Barbados

Personnel
- Captain: Kraigg Brathwaite (First class), Shai Hope (List A)
- Coach: Vasbert Drakes

Team information
- Colours: Blue, Gold, Black
- Home ground: Kensington Oval
- Capacity: 28,000

History
- Four Day wins: 23 (plus 1 shared)
- Super50 Cup wins: 7 (plus 1 shared)
- CT20 wins: 0
- Official website: barbadoscricket.org

= Barbados national cricket team =

Sports team that represents Barbados

The Barbados national cricket team is the national cricket team of Barbados, organised by the Barbados Cricket Association (BCA).
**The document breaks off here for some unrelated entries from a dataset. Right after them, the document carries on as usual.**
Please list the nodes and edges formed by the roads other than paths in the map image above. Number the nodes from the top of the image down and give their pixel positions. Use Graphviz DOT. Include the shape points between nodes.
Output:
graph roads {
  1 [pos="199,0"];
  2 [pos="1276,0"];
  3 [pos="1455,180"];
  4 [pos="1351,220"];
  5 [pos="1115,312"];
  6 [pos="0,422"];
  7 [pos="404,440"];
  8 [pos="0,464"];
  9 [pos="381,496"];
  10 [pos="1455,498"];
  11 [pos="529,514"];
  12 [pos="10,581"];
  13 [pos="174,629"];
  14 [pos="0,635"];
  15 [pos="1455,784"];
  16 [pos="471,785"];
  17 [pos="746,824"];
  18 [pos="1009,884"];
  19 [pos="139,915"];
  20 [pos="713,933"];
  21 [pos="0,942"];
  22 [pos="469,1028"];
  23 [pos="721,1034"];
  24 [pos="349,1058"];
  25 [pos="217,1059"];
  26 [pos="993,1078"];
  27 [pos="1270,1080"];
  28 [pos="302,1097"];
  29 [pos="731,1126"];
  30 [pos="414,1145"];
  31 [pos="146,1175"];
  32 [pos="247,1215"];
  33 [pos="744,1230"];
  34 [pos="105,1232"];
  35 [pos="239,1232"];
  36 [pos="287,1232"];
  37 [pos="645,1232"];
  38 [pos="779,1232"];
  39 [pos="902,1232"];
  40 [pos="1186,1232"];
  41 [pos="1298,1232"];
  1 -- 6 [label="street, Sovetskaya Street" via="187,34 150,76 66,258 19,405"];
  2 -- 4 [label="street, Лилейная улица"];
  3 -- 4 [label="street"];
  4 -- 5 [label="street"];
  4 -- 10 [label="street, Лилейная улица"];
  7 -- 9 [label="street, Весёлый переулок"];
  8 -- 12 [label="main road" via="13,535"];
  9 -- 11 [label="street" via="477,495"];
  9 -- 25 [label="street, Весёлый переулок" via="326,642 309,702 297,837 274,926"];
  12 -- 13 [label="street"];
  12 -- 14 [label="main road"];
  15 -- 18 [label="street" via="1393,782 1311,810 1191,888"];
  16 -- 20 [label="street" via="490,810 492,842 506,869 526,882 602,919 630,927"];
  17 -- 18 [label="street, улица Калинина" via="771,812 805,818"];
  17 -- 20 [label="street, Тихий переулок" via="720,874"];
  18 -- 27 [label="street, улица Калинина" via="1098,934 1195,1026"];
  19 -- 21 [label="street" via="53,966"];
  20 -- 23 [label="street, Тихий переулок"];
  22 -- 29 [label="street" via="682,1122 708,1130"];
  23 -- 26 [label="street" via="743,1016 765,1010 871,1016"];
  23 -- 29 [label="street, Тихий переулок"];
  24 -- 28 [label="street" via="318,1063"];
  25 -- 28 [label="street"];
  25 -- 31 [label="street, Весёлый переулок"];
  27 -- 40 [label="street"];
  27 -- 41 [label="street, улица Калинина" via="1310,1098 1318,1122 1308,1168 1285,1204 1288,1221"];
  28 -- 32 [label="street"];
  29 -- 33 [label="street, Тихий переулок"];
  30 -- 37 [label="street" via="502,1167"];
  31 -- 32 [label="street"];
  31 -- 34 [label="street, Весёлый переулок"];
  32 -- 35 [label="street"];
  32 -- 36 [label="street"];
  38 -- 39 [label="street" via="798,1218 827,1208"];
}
Barbados is a member of the West Indies Cricket Board (WICB), which is a member of the International Cricket Council (ICC) in its own right, and Barbadians play internationally for the West Indies cricket team.

Barbados does not take part in any international competitions (the 1998 Commonwealth Games tournament being an exception), but rather in inter-regional competitions in the Caribbean, such as the Professional Cricket League (which includes the Regional Four Day Competition and the Regional Super50). The team competes in the Professional Cricket League under the franchise name Barbados Pride.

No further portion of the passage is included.